L’oligarchie a même réussi à imposer ses vues au peuple suisse. Comme en France avec le traité de Lisbonne, voté par les députés contre le référendum souverain opposé à la constitution européenne, les parlementaires fédéraux suisses viennent de revenir sur le vote du peuple en faveur d’une limitation drastique de l’immigration de main d’œuvre en provenance de l’Union européenne. Vendredi le Conseil des Etats – sénat dans lequel chaque canton est représenté à parité – a voté pour une nouvelle loi n’imposant aucun quota d’immigration par 24 voix contre 5 et 13 abstentions. Le Conseil national – chambre basse représentant le peuple – a suivi en ratifiant la loi par 98 voix contre 67 et 33 abstentions. Pourtant, une votation populaire fédérale de février 2014, organisée à l’initiative de l’UDC, le parti souverainiste suisse (SVP en allemand) imposait au pouvoir l’instauration desdits quotas. La Suisse s’est inclinée devant l’UE au mépris de ses propres citoyens.
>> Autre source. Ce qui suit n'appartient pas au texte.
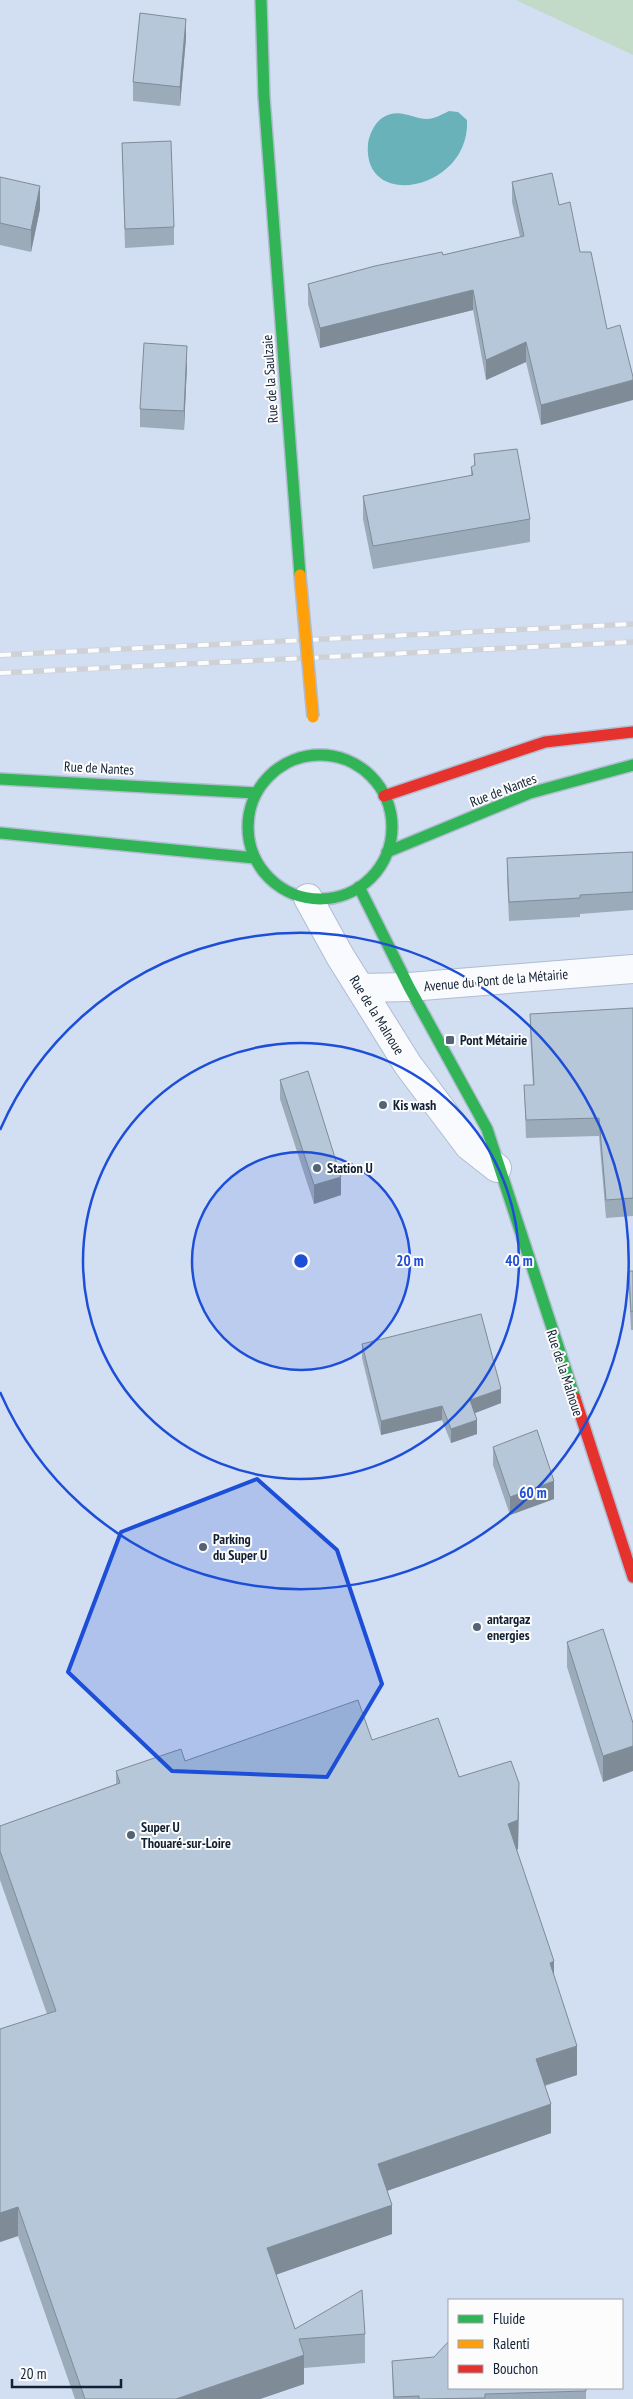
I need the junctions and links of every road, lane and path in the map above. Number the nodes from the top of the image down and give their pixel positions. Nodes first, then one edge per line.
1 (262, 0) edge
2 (313, 722) dead end
3 (633, 732) edge
4 (633, 766) edge
5 (0, 779) edge
6 (256, 793) junction
7 (384, 796) junction
8 (0, 833) edge
9 (387, 852) junction
10 (255, 858) junction
11 (359, 887) junction
12 (308, 898) junction
13 (633, 969) edge
14 (409, 987) junction
15 (360, 988) junction
16 (498, 1168) junction
17 (633, 1577) edge

1 - 2 street, Rue de la Saulzaie, bridge
3 - 7 street
4 - 9 street, Rue de Nantes
5 - 6 street, Rue de Nantes
6 - 7 street
6 - 10 street
7 - 9 street
8 - 10 street
9 - 11 street
10 - 12 street
11 - 12 street
11 - 14 street, Rue de la Malnoue
12 - 15 street, Rue de la Malnoue
13 - 14 street, Avenue du Pont de la Métairie
14 - 15 street, Avenue du Pont de la Métairie
14 - 16 street, Rue de la Malnoue
15 - 16 street, Rue de la Malnoue
16 - 17 street, Rue de la Malnoue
La démocratie représentative aura donc humilié la démocratie directe, un apanage pourtant essentiel du consensus suisse. Car la loi adoptée n’a plus grand-chose à voir avec celle ratifiée par le peuple. Elle exclut tout quota, n’organisant qu’un contrôle essentiellement symbolique de l’immigration intra-européenne. La Suisse, qui ne fait pas partie de l’UE, a passé une série impressionnante d’accords bilatéraux qui l’inclut dans les marchés uniques des biens, des capitaux et des personnes. En dénonçant la libre circulation des travailleurs, la confédération se serait exposée à des mesures de rétorsion du Moloch bruxellois, en particulier avec un rétablissement de limites sur les échanges commerciaux. Une dénonciation par l’UE des accords bilatéraux, affirment les avocats de la nouvelle loi, aurait pénalisé le commerce, la recherche et les jeunes gens suivant des études hors de Suisse.
Les quotas d’immigration avaient été décidés par référendum
La nouvelle loi se contente d’assurer une préférence d’embauche en faveur des chômeurs suisses sur les chômeurs étrangers, sans qu’il soit même établi que ce recul suffira à l’Union européenne. Adrian Amstutz, conseiller national UDC, largement élu dans le canton de Berne, estime que le parlement fédéral suisse a littéralement capitulé devant les pressions de Bruxelles et qu’il a violé la constitution qui impose la prééminence des lois votées par référendum. Son parti se prépare donc à lancer une nouvelle proposition d’initiative populaire pour exiger la rupture des accords bilatéraux avec l’UE sur la libre circulation des personnes. Avec 68 conseillers nationaux sur 200, l’UDC et ses alliés constituent le premier groupe de la chambre basse fédérale loin devant les socialistes (43), les libéraux-radicaux qui longtemps dominèrent la vie politique (33), les démocrates-chrétiens (30)…
Dans le détail, la nouvelle loi oblige les employeurs à publier leurs propositions d’embauches dans les agences d’emploi et à accepter un entretien avec les demandeurs suisses, sous peine d’une amende de 40.000 francs suisses (37.200 euros). Mais le texte est bardé d’exceptions. D’abord, cette contrainte de priorité ne vaut pas pour les professions, les branches professionnelles ou les régions géographiques dans lesquelles le taux de chômage est supérieur à la moyenne nationale. Ensuite, les employeurs n’auront pas à se justifier s’ils refusent un postulant de nationalité suisse.
La capitulation du parlement suisse devant l’UE
La décision des parlementaires a soulevé un tollé dans une partie de la presse suisse, historiquement moins soumise que son homologue française. « La question de sa conformité à la constitution doit être posée », écrit le quotidien romand de référence, Le Temps. Plus franc, le quotidien zurichois Tages Anzeiger, pourtant maqué au centre-gauche, dénonce « une capitulation », estimant que le vote parlementaire « ne doit pas constituer le point final sur la question ». « La chambre a capitulé en décidant d’une solution qui ne permet pas une régulation indépendante de l’immigration ; quiconque dit le contraire mène l’opinion en bateau », écrit son chroniqueur politique Daniel Foppa. Dans la Berner Zeitung, l’éditorialiste Peter Meier s’indigne que la votation populaire « ait été délibérément ignorée » et que le parlement ait pris une décision « qui n’a rien à voir avec son mandat constitutionnel ».